Christian schools allowed to discriminate
When word spread this month that George Fox University had received an exemption to Title IX, allowing it to discriminate against a transgender student by denying him the housing he requested, many advocates for transgender students were stunned. Federal regulations under Title IX of the Education Amendments of 1972 do in fact require the Education Department to exempt colleges from rules that violate their religious beliefs. During the debate, George Fox officials noted that they were objecting to a housing request only, and that they haven't kicked the student out of the university.
But now the Education Department has confirmed that it has since awarded two more exemptions to Title IX to Christian colleges that want to discriminate against transgender students. These colleges assert (and the Education Department agreed) that they should be exempt from more of Title IX than just housing equity. These colleges have policies to punish transgender students for being transgender students, apparently up to expulsion -- and they can now do so legally. The two institutions are Spring Arbor University, in Michigan, and Simpson University, in California.
Spring Arbor is affiliated with the Free Methodist Church and its traditions. It requested exemption from Title IX with regard to issues of admissions, behavioral rules, housing, access to restrooms, athletic participation and more.
The university's student handbook says: "Spring Arbor University reserves the right to terminate or deny enrollment of those whose influence upon our community should prove to be in our judgment intractably contrary to the best interests of our students, and commitments to our university and to our Lord. Therefore, Spring Arbor University will not support persistent or conspicuous examples of cross-dressing or other expressions or actions that are deliberately discordant with birth gender, and will deal with such matters within the appropriate pastoral and conduct processes of the university."
The university also sought and received permission to enforce rules against gay students. In the letter to the Education Department requesting an exemption, the university wrote: “The university has deeply held religious beliefs, based upon Biblical principles and the Book of Discipline, which do not allow for any sexuality, other than heterosexuality. The university also believes, based upon Biblical principles, that a person cannot change their birth gender.” The university also stated that these rules apply to hiring as well.
While there are no public complaints against Spring Arbor related to its treatment of transgender people, the issue has come up previously. In 2007, the university settled a complaint to the U.S. Equal Employment Opportunity Commission by a former dean who had been demoted and restricted to online instruction after her transition. Terms of that settlement were not released.

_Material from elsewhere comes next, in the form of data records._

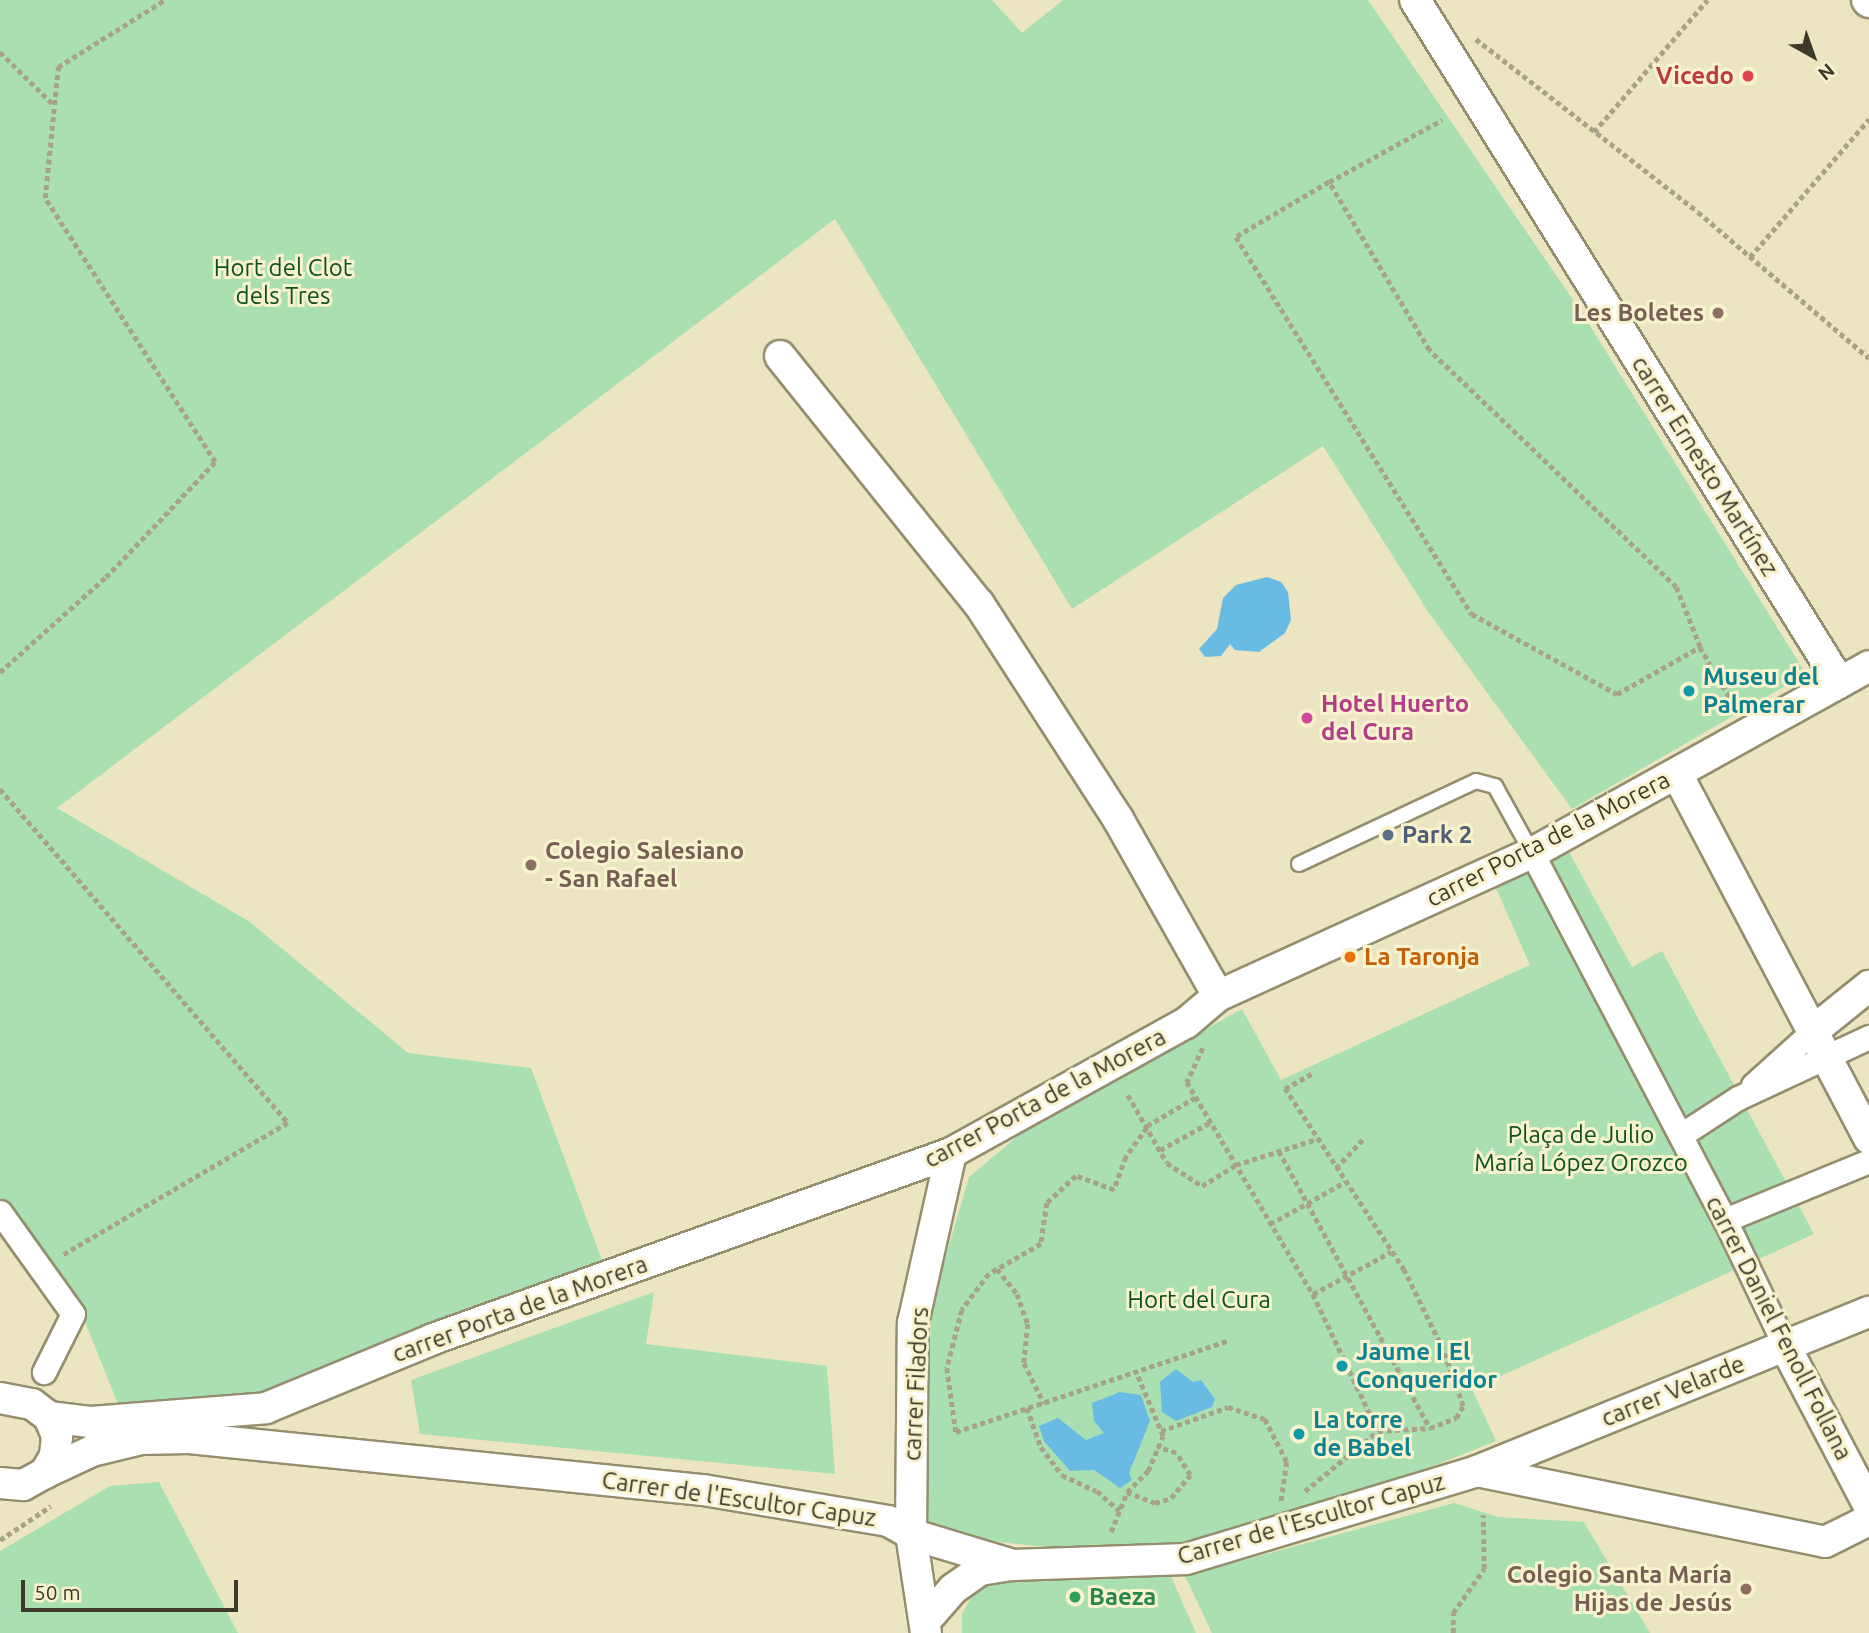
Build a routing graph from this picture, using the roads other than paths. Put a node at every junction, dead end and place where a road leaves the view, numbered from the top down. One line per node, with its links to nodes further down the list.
1 (1415, 0): 3 (street, carrer Ernesto Martínez)
2 (780, 356): 8 (street)
3 (1860, 676): 4 (street, carrer Porta de la Morera)
4 (1677, 774): 5 (street, carrer Porta de la Morera); 9 (street)
5 (1532, 853): 6 (lane); 8 (street, carrer Porta de la Morera); 13 (street, carrer Daniel Fenoll Follana)
6 (1299, 864)
7 (1869, 986): 9 (street)
8 (1218, 996): 15 (street, carrer Porta de la Morera)
9 (1813, 1031): 11 (street); 12 (street)
10 (1869, 1037): 11 (street)
11 (1827, 1059): 12 (street); 14 (street)
12 (1738, 1098): 13 (street)
13 (1681, 1135): 18 (street, carrer Daniel Fenoll Follana)
14 (1869, 1138)
15 (951, 1153): 23 (street, carrer Porta de la Morera); 29 (street, carrer Filadors)
16 (1869, 1161): 18 (street)
17 (0, 1212): 21 (street)
18 (1725, 1220): 20 (street, carrer Daniel Fenoll Follana)
19 (1869, 1312): 20 (street, carrer Velarde)
20 (1785, 1346): 24 (street, carrer Velarde); 27 (street, carrer Daniel Fenoll Follana)
21 (44, 1372)
22 (4, 1401): 23 (street, carrer Porta de la Morera)
23 (48, 1417): 25 (street)
24 (1477, 1471): 28 (street, Carrer de l'Escultor Capuz); 30 (street, Carrer de l'Escultor Capuz)
25 (45, 1473): 26 (street, Carrer de l'Escultor Capuz); 29 (street, Carrer de l'Escultor Capuz)
26 (0, 1483)
27 (1869, 1506)
28 (1869, 1520)
29 (911, 1534): 30 (street, Carrer de l'Escultor Capuz); 31 (street, carrer Filadors)
30 (1013, 1565): 31 (street)
31 (926, 1627)

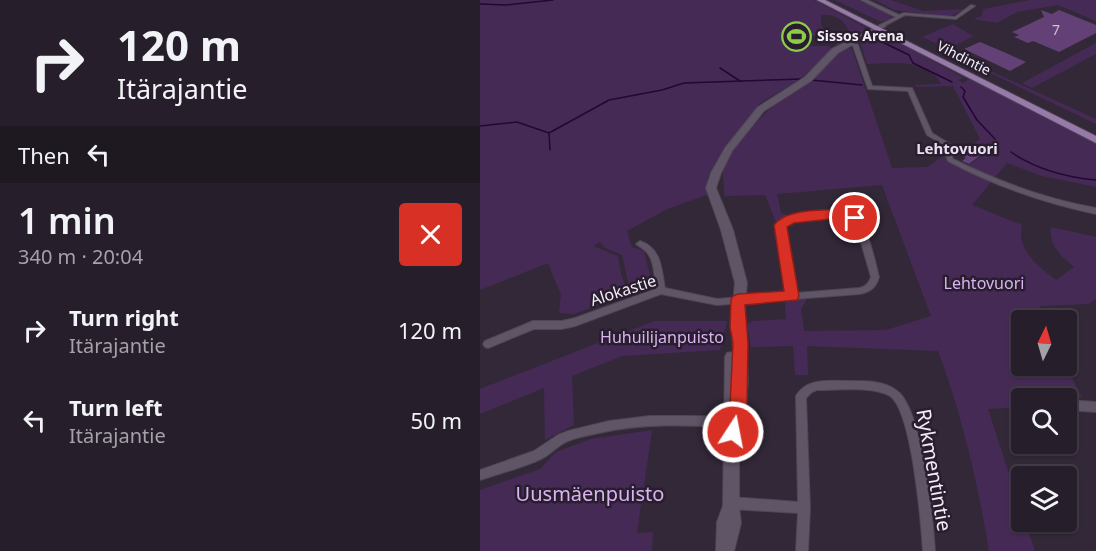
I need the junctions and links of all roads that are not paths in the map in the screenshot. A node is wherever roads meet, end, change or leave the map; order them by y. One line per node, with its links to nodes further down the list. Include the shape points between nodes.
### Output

Simpson University made a similar case for its exemption to Title IX. Its request — approved by the Education Department — cited its affiliation with the Christian and Missionary Alliance to say that it must discriminate against both gay people and transgender people. “[S]exual practices that are divorced from loving, covenental relationships between men and women pervert God’s intentions and result in sinful behavior that ruptures relationships between men and women, and erodes the relationship between human beings and their creator.” The letter goes on to say that “any individual who violates campus standard for biblical living is subject to discipline, including expulsion.”
Education Department officials have said that they have no choice but to grant exemptions that are based on colleges’ religious beliefs. The colleges’ policies are not new, but the Education Department only recently determined that Title IX protects transgender students.